● Data listing

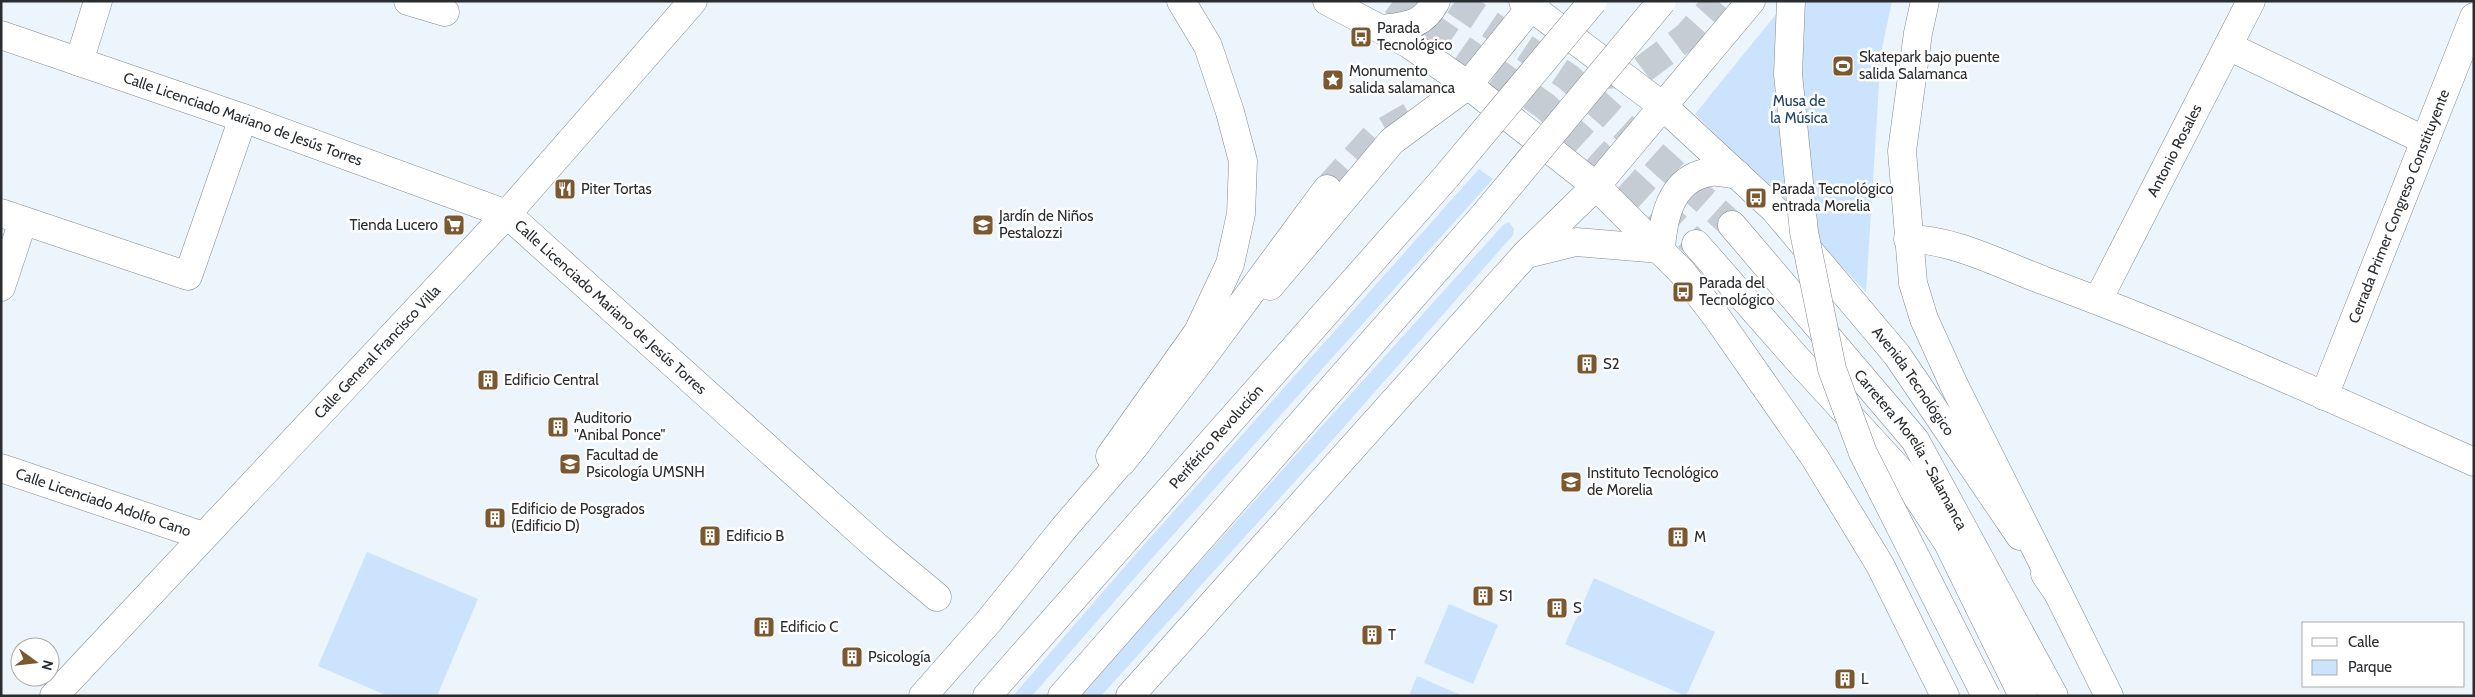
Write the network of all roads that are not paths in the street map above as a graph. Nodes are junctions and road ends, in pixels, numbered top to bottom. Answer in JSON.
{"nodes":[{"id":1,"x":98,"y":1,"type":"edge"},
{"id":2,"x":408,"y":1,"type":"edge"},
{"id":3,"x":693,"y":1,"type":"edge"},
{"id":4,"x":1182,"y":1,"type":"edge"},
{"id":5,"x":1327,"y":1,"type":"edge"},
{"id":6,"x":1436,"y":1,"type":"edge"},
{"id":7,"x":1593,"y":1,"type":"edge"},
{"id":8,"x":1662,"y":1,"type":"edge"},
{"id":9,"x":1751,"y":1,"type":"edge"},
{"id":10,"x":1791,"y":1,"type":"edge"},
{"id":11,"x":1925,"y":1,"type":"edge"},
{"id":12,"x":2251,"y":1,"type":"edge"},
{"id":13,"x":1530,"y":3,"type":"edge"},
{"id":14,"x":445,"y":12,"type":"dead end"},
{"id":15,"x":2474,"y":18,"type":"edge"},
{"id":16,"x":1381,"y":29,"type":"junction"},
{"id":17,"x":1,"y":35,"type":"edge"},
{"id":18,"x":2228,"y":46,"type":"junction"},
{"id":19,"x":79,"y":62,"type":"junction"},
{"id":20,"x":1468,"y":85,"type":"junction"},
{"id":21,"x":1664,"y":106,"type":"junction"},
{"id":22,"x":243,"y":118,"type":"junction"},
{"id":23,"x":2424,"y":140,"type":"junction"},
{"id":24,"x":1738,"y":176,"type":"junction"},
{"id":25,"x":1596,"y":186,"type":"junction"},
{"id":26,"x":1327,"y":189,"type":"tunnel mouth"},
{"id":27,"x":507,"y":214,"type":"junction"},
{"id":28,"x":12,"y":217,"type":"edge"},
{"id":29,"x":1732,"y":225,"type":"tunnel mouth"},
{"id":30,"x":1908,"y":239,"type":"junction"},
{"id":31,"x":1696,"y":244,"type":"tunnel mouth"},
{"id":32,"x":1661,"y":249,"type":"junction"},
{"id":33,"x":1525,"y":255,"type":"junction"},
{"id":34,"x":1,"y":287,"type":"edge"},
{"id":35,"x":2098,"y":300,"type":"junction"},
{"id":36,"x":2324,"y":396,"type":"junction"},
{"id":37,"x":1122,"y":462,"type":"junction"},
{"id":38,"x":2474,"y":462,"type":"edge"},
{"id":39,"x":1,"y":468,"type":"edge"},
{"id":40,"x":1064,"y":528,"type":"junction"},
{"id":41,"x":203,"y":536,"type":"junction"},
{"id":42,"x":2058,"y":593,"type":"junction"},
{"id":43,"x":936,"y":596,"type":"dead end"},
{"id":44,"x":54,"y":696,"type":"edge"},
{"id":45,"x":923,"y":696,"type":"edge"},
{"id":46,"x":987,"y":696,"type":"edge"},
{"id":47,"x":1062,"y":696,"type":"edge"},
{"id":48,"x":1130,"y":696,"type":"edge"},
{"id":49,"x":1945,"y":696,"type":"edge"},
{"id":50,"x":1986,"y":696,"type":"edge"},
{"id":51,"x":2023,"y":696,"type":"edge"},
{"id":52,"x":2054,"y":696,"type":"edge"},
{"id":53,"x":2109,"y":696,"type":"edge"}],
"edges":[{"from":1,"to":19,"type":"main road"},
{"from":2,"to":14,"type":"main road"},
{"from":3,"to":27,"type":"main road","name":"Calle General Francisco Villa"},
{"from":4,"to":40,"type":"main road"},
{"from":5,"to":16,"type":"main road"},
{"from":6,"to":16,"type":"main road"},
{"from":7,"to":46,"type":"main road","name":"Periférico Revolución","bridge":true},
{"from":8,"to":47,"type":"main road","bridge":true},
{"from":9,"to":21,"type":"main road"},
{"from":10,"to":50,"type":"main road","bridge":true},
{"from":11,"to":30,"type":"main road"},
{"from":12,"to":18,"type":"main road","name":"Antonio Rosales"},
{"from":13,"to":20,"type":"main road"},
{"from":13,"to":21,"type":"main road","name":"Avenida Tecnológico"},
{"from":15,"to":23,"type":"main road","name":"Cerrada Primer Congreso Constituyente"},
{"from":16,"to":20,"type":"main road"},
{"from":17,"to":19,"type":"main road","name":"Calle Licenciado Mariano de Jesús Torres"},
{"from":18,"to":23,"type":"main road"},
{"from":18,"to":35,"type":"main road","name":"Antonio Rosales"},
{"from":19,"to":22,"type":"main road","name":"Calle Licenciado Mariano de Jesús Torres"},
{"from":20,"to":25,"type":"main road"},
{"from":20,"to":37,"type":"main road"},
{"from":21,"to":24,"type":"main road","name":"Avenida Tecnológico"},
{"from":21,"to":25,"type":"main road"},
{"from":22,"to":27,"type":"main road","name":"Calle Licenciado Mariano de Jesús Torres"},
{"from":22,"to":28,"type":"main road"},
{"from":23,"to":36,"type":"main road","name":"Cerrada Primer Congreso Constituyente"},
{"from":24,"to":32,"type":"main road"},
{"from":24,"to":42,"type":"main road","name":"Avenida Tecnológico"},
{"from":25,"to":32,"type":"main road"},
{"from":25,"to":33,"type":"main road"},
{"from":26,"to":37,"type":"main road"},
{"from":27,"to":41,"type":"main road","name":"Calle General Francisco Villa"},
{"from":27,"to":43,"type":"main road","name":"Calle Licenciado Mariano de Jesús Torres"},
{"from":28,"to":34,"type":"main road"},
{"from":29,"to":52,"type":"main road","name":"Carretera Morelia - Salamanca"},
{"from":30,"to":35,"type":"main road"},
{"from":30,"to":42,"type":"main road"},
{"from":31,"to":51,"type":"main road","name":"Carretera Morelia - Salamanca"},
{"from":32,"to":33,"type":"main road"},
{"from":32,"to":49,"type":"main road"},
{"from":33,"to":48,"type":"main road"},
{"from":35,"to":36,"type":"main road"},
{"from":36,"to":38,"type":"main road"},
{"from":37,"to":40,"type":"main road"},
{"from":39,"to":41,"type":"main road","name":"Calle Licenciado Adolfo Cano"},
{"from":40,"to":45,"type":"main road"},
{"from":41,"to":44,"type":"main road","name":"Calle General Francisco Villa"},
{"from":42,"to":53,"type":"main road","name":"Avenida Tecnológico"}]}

* * *

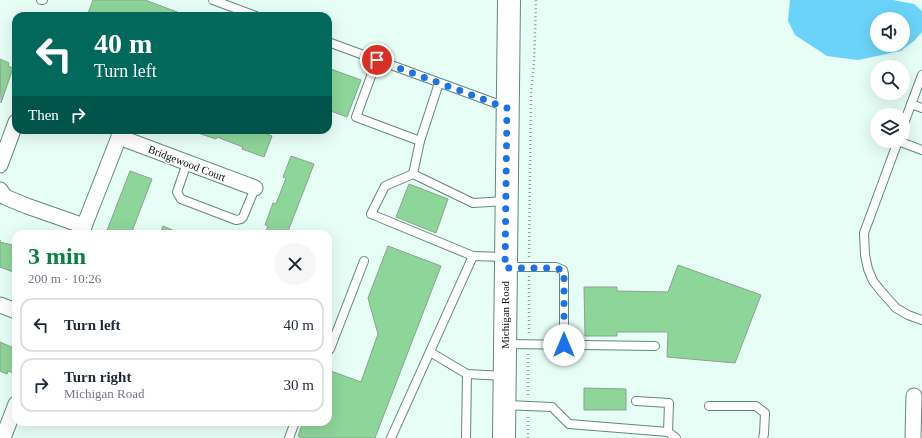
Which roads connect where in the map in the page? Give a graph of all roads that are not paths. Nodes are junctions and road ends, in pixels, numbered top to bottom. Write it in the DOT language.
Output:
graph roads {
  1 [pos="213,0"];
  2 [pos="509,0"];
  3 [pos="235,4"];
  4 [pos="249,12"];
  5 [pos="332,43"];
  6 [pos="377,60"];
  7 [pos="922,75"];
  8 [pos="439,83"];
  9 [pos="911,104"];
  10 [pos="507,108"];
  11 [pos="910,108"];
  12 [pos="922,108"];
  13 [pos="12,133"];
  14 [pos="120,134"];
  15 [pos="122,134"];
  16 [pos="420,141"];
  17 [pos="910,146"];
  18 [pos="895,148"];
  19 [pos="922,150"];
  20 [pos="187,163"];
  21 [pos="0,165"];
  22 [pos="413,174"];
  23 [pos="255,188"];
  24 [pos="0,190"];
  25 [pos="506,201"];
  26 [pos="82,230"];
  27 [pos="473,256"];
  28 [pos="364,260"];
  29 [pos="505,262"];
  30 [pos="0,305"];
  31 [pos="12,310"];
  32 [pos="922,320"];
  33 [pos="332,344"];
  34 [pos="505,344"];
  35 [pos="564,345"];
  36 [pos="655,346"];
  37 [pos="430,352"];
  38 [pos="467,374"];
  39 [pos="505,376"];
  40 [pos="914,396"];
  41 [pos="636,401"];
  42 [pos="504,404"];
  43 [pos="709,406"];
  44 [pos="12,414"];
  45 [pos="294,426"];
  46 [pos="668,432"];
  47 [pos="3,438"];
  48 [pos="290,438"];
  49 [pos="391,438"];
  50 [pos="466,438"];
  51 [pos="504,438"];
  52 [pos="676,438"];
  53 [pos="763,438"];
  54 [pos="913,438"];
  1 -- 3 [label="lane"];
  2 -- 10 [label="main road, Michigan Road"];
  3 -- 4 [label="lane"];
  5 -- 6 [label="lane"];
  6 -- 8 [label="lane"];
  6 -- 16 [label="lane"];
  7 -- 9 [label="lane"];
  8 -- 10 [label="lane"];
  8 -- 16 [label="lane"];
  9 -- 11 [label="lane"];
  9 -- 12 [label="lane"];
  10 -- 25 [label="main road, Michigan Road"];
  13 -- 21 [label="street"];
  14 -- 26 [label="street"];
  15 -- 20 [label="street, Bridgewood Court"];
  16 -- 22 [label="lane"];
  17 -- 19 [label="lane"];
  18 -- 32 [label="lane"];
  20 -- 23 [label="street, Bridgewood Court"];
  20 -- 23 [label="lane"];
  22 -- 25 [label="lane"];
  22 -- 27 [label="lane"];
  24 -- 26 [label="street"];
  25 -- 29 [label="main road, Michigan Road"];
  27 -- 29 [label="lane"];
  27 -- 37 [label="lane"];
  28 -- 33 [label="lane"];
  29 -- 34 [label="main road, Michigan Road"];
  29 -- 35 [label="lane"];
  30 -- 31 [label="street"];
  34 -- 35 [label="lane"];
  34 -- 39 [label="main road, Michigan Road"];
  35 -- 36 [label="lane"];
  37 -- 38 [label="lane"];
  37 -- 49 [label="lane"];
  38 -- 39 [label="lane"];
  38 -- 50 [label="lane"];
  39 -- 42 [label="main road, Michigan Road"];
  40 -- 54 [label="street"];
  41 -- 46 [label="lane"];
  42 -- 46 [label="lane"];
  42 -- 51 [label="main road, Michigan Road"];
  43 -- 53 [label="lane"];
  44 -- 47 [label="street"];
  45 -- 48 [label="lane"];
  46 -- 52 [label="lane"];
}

● What is needed
Reproduce each line of the material in which the string "Constituyente" occurs.

● Reply to the task
{"from":15,"to":23,"type":"main road","name":"Cerrada Primer Congreso Constituyente"},
{"from":23,"to":36,"type":"main road","name":"Cerrada Primer Congreso Constituyente"},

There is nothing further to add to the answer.